In the years since then, I have worked to become the division leader for Environmental Protection and Compliance. I am driven to do this kind of work, which comes naturally to me. In my childhood in the 1970s, when environmental laws were being passed, my parents instilled in me the importance of being an environmental steward. I have been actively involved in environmental stewardship and sustainability efforts since college – it is part of who I am. As division leader, I strive to ensure we fulfill our commitment to environmental stewardship through sampling and monitoring our environment, identifying opportunities for pollution prevention, and supporting the laboratory’s sustainability efforts – and evidence shows we’re doing very well.
That might surprise some people. In the past 25 years, the lab has been very successful in environmental stewardship, despite public perception to the contrary. The truth is, Los Alamos National Laboratory is one of the most closely monitored places in New Mexico, with reporting requirements under more than two dozen different federal and state environmental laws, permits and other orders. With that kind of accountability, our achievements and challenges in environmental stewardship are transparent for all to see. That includes the good news and the bad: cleaning the past, being successful today, and planning to create a sustainable future.
For example, my division works with the lab’s wildland fire management program to ensure that we are in compliance with all requirements, modeling fire behaviors, promoting forest health and working to prevent wildland fires.
As for radiation hazards – perhaps the public’s biggest fear about Los Alamos – the levels are actually quite low. In our most recent environmental report, painstaking studies showed that radiological doses to the public from laboratory operations were less than 1 millirem per year, with health risks indistinguishable from zero. For comparison, I receive an annual dose of 40 millirem because I live at an elevation of 6,700 feet, and I received a 13 millirem dose when I had a recent mammogram. During 2019, the radioactive emissions of airborne radiological materials from all laboratory sources were also negligible, at about one one-hundredth of the legal limit.

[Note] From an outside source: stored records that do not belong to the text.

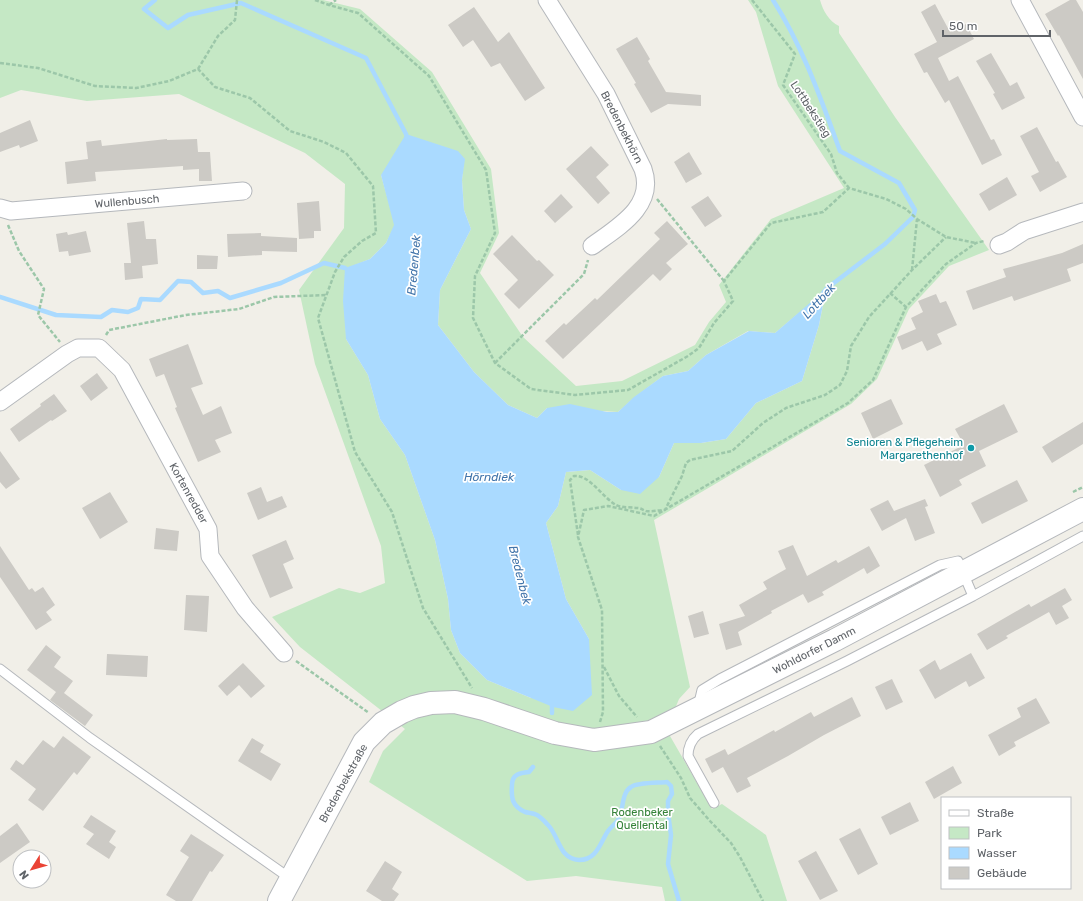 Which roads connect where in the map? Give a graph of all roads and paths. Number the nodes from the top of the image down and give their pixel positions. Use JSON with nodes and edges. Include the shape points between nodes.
{"nodes":[{"id":1,"x":237,"y":0,"type":"edge"},
{"id":2,"x":336,"y":0,"type":"edge"},
{"id":3,"x":547,"y":0,"type":"edge"},
{"id":4,"x":752,"y":0,"type":"edge"},
{"id":5,"x":1020,"y":0,"type":"edge"},
{"id":6,"x":329,"y":5,"type":"dead end"},
{"id":7,"x":0,"y":63,"type":"edge"},
{"id":8,"x":198,"y":69,"type":"junction"},
{"id":9,"x":1083,"y":117,"type":"edge"},
{"id":10,"x":647,"y":187,"type":"junction"},
{"id":11,"x":849,"y":188,"type":"dead end"},
{"id":12,"x":243,"y":191,"type":"dead end"},
{"id":13,"x":906,"y":209,"type":"dead end"},
{"id":14,"x":6,"y":210,"type":"edge"},
{"id":15,"x":1083,"y":212,"type":"edge"},
{"id":16,"x":917,"y":219,"type":"junction"},
{"id":17,"x":946,"y":237,"type":"junction"},
{"id":18,"x":995,"y":242,"type":"joint"},
{"id":19,"x":976,"y":244,"type":"junction"},
{"id":20,"x":592,"y":246,"type":"joint"},
{"id":21,"x":912,"y":270,"type":"junction"},
{"id":22,"x":724,"y":281,"type":"dead end"},
{"id":23,"x":890,"y":293,"type":"junction"},
{"id":24,"x":326,"y":295,"type":"junction"},
{"id":25,"x":906,"y":306,"type":"junction"},
{"id":26,"x":99,"y":348,"type":"junction"},
{"id":27,"x":67,"y":354,"type":"junction"},
{"id":28,"x":495,"y":363,"type":"dead end"},
{"id":29,"x":0,"y":402,"type":"edge"},
{"id":30,"x":1083,"y":509,"type":"edge"},
{"id":31,"x":665,"y":510,"type":"junction"},
{"id":32,"x":1083,"y":536,"type":"edge"},
{"id":33,"x":578,"y":537,"type":"junction"},
{"id":34,"x":963,"y":573,"type":"junction"},
{"id":35,"x":973,"y":596,"type":"junction"},
{"id":36,"x":284,"y":653,"type":"joint"},
{"id":37,"x":603,"y":665,"type":"junction"},
{"id":38,"x":0,"y":669,"type":"edge"},
{"id":39,"x":484,"y":709,"type":"junction"},
{"id":40,"x":383,"y":723,"type":"junction"},
{"id":41,"x":532,"y":727,"type":"joint"},
{"id":42,"x":651,"y":732,"type":"junction"},
{"id":43,"x":594,"y":740,"type":"junction"},
{"id":44,"x":714,"y":803,"type":"dead end"},
{"id":45,"x":291,"y":879,"type":"junction"},
{"id":46,"x":279,"y":901,"type":"edge"},
{"id":47,"x":764,"y":901,"type":"edge"}],
"edges":[{"from":1,"to":8,"type":"path","via":[[234,20],[218,36]]},
{"from":2,"to":6,"type":"path"},
{"from":3,"to":10,"type":"street","name":"Bredenbekhörn","via":[[606,94],[647,178]]},
{"from":4,"to":11,"type":"path","name":"Lottbekstieg","via":[[795,54],[783,85],[831,154],[837,173]]},
{"from":5,"to":9,"type":"street"},
{"from":7,"to":8,"type":"path","via":[[38,68],[95,86],[136,88],[169,81]]},
{"from":8,"to":24,"type":"path","via":[[215,87],[250,98],[290,131],[324,142],[346,153],[373,186],[376,233],[344,257]]},
{"from":10,"to":20,"type":"street","via":[[637,209]]},
{"from":10,"to":22,"type":"path"},
{"from":12,"to":14,"type":"street","name":"Wullenbusch"},
{"from":13,"to":16,"type":"path"},
{"from":14,"to":27,"type":"path","via":[[8,226],[19,251],[44,289],[38,315]]},
{"from":15,"to":18,"type":"street","via":[[1024,231],[1007,242]]},
{"from":16,"to":17,"type":"path"},
{"from":16,"to":21,"type":"path"},
{"from":17,"to":19,"type":"path"},
{"from":17,"to":21,"type":"path"},
{"from":18,"to":19,"type":"path"},
{"from":19,"to":25,"type":"path","via":[[946,264]]},
{"from":20,"to":28,"type":"path","via":[[584,274]]},
{"from":21,"to":23,"type":"path"},
{"from":23,"to":25,"type":"path"},
{"from":23,"to":31,"type":"path","via":[[869,316],[852,346],[840,385],[825,395],[786,408],[763,422],[732,451],[690,460],[686,463]]},
{"from":24,"to":26,"type":"path","via":[[274,297],[239,309],[186,315],[109,330]]},
{"from":24,"to":39,"type":"path","via":[[318,318],[355,452],[392,512],[423,608]]},
{"from":25,"to":31,"type":"path","via":[[873,380],[848,403]]},
{"from":26,"to":27,"type":"street","via":[[78,348]]},
{"from":26,"to":36,"type":"street","name":"Kortenredder","via":[[122,370],[208,529],[210,556],[245,608]]},
{"from":27,"to":29,"type":"street"},
{"from":30,"to":34,"type":"street","name":"Wohldorfer Damm"},
{"from":31,"to":33,"type":"path","via":[[654,516],[608,506],[584,510]]},
{"from":31,"to":33,"type":"path","via":[[647,511],[618,506],[585,478],[574,476],[570,480]]},
{"from":32,"to":35,"type":"lane"},
{"from":33,"to":37,"type":"path","via":[[602,610]]},
{"from":34,"to":35,"type":"lane"},
{"from":34,"to":42,"type":"street","name":"Wohldorfer Damm"},
{"from":35,"to":44,"type":"lane","via":[[846,662],[698,734],[693,738],[688,756]]},
{"from":36,"to":40,"type":"path"},
{"from":37,"to":42,"type":"path","via":[[619,696]]},
{"from":37,"to":43,"type":"path","via":[[603,712]]},
{"from":38,"to":45,"type":"lane","via":[[90,738]]},
{"from":39,"to":40,"type":"street","name":"Bredenbekstraße","via":[[455,702],[431,703],[402,712]]},
{"from":39,"to":41,"type":"street","name":"Bredenbekstraße"},
{"from":40,"to":45,"type":"street","name":"Bredenbekstraße","via":[[364,742]]},
{"from":41,"to":43,"type":"street","name":"Wohldorfer Damm"},
{"from":42,"to":43,"type":"street","name":"Wohldorfer Damm"},
{"from":42,"to":47,"type":"path","via":[[681,778],[690,798],[740,856]]},
{"from":45,"to":46,"type":"street","name":"Bredenbekstraße"}]}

The same is true for the lab’s radiological impact on food produced in the vicinity and on wildlife. We sample food products from various locations around the laboratory, in surrounding communities, and from regional background locations. The dose from eating local or regional foods, including crops, eggs, milk, tea, deer and elk, is about the same as what the rest of the world experiences and in line with naturally occurring radiological material. The takeaway is that contributions from the laboratory are too small to even measure.
Part of our goal to create a sustainable future includes conducting ongoing research to understand the impact of the laboratory as we implement our important national security mission while being stewards of the environment. In my division, we have access to hydrologists, chemists, physicists, engineers and so many others who work to identify creative and innovative solutions to complex environmental problems.

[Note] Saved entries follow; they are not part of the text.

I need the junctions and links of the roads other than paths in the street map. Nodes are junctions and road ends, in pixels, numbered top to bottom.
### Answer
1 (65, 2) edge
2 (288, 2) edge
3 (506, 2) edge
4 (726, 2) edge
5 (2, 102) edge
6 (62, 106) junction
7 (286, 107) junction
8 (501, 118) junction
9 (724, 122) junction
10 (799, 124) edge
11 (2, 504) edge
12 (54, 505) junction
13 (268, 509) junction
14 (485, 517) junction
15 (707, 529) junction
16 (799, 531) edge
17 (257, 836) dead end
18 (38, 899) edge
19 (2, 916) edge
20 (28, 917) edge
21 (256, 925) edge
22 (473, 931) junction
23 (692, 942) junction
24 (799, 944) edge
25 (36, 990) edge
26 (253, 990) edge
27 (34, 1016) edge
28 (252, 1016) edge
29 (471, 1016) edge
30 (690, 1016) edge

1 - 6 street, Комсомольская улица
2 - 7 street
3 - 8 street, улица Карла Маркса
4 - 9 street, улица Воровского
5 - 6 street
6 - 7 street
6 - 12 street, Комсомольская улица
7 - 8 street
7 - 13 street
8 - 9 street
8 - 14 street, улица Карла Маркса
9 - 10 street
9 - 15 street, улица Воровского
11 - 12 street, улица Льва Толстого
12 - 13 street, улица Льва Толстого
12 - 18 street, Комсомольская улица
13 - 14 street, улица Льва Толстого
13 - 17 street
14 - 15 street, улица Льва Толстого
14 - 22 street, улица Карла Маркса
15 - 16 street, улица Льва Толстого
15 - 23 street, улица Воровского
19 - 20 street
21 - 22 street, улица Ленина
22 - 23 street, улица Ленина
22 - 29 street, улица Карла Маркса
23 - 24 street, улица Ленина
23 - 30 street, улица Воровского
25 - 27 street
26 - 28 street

We work to sustain our environment in other ways, too. The lab works with the National Park Service and the Department of Energy to stabilize and repair Manhattan Project National Historical Park properties at the laboratory as part of our commitment to preserving cultural sites. We also implement work restrictions in areas where threatened and endangered species and their habitat can be found.
I have lived in Los Alamos for 20 years, gotten married and started a family here. My commitment to my work at Los Alamos National Laboratory is deeply personal. Preserving this environmentally rich national laboratory, with its blue skies, abundant wildlife and rich cultural history, is central to my lifelong goal to help create a sustainable future for my children’s generation and for generations to come – not just here in Los Alamos, but for New Mexico, for our nation, and for the world.